Dataset items:

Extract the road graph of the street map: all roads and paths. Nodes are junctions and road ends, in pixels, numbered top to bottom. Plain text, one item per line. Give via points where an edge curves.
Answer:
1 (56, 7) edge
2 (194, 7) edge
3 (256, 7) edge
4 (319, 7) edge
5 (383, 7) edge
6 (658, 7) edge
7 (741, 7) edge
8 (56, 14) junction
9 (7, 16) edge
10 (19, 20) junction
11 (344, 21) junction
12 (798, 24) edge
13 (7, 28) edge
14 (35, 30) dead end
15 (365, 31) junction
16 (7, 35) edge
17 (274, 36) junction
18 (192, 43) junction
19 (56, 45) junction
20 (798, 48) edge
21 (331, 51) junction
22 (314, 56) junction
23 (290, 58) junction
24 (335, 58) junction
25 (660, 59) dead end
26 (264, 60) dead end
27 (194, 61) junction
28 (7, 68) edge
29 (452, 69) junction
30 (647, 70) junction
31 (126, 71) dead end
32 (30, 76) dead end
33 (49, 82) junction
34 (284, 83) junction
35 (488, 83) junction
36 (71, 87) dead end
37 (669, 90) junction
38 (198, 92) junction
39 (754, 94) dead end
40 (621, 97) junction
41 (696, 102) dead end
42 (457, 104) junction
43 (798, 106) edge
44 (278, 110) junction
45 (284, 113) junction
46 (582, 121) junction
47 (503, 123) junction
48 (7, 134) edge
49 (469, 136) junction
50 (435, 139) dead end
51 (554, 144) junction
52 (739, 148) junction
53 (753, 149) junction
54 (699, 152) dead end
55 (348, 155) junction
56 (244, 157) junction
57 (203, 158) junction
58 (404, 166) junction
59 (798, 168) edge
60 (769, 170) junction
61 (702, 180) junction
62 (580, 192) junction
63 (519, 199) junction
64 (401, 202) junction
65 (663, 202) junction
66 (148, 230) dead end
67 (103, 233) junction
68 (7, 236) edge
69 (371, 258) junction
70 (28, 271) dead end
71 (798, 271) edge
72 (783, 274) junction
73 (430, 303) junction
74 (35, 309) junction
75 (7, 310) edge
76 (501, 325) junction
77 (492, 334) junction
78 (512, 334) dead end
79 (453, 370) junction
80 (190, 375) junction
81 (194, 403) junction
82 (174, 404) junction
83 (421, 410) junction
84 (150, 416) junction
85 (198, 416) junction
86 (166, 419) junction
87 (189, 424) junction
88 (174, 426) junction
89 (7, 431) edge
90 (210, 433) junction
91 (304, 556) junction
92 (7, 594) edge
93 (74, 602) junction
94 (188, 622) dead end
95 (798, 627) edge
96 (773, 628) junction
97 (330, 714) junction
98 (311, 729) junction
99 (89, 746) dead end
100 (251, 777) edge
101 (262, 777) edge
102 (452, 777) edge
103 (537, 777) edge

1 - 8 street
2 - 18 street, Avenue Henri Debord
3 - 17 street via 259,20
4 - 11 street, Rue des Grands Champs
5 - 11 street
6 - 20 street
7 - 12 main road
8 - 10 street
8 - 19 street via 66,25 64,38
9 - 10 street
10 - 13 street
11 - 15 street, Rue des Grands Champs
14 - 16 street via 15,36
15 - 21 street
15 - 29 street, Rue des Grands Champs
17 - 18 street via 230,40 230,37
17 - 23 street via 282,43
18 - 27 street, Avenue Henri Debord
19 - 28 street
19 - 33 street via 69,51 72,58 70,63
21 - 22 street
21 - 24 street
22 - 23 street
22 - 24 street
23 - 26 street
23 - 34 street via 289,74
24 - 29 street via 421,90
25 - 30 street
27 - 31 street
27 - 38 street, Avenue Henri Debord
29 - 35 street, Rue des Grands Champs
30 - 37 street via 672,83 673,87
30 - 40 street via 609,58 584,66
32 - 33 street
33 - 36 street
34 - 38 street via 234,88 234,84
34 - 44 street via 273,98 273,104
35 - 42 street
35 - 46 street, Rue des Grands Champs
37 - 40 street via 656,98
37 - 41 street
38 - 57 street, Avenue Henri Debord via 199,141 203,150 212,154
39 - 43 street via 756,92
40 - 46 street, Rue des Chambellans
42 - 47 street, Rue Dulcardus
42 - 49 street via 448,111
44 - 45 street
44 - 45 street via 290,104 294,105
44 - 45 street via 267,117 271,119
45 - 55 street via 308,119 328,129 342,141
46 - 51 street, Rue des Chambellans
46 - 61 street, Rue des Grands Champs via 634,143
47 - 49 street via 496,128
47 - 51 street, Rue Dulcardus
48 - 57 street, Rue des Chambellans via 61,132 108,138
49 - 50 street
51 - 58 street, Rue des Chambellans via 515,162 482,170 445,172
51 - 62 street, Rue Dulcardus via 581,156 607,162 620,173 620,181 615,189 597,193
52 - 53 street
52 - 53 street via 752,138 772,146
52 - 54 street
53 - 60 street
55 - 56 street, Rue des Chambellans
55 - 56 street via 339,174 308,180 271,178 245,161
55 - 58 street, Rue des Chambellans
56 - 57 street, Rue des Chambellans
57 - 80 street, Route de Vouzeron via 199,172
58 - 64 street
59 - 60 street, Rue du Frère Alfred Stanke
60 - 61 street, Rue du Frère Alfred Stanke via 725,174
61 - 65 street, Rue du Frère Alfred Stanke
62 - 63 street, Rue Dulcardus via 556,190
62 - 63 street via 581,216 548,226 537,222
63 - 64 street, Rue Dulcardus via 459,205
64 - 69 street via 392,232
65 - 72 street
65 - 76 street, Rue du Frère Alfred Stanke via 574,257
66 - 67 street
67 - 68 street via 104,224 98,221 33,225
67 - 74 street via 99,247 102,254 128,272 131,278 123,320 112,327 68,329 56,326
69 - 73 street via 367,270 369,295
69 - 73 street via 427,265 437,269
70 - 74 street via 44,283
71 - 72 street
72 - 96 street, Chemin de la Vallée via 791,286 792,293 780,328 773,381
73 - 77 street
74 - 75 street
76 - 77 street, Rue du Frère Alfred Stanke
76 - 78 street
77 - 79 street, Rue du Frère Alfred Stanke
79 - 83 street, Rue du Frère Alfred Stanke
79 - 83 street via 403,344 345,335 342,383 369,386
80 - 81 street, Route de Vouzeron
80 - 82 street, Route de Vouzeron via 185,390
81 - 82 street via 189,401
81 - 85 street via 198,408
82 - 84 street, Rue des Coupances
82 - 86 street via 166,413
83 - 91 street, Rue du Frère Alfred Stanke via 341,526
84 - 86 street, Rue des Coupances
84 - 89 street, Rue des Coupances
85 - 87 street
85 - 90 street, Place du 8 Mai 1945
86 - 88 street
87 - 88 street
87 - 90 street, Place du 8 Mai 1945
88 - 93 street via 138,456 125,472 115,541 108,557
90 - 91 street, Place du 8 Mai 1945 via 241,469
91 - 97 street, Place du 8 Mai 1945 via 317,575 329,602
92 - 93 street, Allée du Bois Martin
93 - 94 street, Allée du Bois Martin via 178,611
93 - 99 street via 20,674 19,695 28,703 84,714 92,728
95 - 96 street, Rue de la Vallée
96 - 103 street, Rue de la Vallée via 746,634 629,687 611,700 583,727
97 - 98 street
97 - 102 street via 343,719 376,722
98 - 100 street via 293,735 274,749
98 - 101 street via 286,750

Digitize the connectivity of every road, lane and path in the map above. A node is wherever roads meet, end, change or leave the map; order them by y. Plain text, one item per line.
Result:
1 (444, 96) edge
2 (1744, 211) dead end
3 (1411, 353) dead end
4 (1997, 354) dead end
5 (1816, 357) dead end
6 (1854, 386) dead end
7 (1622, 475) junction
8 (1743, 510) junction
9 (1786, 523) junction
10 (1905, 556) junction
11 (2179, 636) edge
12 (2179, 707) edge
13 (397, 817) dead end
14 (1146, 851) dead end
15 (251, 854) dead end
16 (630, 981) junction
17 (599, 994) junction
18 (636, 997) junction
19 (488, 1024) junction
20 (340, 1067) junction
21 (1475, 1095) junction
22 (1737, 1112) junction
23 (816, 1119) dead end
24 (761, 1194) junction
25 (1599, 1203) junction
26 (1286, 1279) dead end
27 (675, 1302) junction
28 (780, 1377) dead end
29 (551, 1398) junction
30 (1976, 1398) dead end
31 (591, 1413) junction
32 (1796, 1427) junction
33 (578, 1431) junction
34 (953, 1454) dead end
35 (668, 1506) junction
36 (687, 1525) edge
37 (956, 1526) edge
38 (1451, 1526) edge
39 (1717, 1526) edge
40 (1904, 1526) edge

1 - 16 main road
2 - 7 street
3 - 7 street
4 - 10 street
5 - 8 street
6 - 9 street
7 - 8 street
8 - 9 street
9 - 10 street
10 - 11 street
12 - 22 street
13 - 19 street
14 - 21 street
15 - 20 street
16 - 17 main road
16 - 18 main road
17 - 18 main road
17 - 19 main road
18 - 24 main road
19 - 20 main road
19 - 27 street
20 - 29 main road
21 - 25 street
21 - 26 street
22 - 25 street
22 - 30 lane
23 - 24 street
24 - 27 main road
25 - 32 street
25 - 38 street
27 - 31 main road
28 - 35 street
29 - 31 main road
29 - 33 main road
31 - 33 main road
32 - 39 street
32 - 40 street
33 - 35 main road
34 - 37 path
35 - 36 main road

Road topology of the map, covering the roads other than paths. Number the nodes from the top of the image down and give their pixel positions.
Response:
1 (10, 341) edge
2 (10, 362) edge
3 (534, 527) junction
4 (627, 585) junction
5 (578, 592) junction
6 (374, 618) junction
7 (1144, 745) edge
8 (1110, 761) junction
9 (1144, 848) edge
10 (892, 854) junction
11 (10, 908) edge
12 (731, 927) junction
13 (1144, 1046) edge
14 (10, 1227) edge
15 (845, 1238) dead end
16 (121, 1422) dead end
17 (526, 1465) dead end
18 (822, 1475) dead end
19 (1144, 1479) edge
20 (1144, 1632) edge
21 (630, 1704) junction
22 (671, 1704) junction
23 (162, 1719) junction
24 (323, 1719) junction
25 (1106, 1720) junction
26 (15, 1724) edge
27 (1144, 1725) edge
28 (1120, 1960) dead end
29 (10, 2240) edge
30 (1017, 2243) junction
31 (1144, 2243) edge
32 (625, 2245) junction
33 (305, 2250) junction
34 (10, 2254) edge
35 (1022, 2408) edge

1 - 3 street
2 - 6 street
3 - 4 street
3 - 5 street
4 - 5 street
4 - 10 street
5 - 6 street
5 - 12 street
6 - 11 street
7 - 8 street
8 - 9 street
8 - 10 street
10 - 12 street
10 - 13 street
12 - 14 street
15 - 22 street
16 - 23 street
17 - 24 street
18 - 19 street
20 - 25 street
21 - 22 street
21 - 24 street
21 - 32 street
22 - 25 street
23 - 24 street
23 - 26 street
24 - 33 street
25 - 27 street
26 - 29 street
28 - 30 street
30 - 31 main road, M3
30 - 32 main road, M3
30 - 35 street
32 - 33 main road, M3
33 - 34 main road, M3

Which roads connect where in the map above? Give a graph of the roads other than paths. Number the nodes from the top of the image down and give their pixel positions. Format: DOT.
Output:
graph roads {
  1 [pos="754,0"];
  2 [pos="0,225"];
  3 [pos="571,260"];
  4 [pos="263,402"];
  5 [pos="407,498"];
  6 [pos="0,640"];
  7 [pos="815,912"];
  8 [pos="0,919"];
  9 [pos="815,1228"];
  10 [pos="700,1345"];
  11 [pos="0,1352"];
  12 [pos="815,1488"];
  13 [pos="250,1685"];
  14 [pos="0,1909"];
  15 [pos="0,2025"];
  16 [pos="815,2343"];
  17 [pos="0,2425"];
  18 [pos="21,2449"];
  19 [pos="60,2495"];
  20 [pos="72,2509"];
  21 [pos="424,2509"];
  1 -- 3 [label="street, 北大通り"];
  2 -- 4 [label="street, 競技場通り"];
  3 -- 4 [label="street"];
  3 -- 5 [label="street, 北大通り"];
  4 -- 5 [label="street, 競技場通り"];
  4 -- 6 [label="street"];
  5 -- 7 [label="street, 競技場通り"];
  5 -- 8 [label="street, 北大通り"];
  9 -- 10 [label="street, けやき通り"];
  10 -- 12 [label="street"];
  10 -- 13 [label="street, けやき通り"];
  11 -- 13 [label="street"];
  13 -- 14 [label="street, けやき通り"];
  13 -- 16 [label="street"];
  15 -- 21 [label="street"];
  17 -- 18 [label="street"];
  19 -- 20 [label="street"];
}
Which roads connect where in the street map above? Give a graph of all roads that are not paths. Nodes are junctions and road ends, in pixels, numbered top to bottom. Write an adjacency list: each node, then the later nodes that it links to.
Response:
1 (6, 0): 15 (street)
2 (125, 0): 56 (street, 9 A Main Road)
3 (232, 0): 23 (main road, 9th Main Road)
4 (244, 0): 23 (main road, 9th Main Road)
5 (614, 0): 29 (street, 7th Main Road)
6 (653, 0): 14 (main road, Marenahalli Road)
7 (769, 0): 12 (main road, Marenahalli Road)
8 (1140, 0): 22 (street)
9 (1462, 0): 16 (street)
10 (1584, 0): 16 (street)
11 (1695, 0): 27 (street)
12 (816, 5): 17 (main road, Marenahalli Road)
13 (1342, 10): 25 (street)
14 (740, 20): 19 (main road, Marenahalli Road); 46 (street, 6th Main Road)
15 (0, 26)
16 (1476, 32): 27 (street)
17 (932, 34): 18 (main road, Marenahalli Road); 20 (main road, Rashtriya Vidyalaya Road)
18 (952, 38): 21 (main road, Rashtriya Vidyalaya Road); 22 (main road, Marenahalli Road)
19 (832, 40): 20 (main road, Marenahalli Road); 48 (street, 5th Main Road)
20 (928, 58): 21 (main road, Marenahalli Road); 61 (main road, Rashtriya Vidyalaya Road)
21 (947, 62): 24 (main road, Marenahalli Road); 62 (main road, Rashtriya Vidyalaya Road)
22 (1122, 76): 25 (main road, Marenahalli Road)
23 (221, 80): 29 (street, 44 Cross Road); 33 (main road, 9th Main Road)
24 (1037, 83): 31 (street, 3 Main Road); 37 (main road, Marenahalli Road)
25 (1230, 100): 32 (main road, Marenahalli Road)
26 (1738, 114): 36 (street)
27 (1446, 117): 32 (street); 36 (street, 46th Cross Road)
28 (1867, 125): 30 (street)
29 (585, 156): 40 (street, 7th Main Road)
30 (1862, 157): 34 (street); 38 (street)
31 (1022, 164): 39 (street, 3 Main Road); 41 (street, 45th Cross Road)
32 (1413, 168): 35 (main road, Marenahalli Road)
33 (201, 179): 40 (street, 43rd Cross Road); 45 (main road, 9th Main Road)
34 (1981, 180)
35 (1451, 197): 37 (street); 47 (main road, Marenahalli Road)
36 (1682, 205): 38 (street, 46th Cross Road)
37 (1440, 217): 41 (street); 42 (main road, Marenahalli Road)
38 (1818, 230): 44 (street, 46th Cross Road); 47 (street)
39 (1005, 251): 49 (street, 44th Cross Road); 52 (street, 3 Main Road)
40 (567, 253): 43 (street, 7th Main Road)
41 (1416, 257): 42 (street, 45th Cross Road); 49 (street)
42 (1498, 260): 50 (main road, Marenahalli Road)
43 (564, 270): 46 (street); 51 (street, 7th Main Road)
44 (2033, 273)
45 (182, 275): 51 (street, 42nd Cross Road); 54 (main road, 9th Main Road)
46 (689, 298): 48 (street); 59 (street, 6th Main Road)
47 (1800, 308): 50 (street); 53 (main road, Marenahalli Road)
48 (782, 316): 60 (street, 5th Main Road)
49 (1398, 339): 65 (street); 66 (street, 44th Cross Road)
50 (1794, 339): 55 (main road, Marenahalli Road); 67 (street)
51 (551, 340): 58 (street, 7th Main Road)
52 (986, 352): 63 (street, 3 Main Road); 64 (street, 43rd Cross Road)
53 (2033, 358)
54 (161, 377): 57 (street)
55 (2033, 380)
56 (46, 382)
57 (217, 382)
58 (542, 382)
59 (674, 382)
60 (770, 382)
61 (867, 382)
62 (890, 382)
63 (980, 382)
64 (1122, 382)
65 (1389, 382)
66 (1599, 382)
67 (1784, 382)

* [WHAT TO DO]: Which lines of the data contain "than"? Copy them all.

* [RESULT OF THE EXERCISE]:
Road topology of the map, covering the roads other than paths. Number the nodes from the top of the image down and give their pixel positions.
Which roads connect where in the map above? Give a graph of the roads other than paths. Number the nodes from the top of the image down and give their pixel positions. Format: DOT.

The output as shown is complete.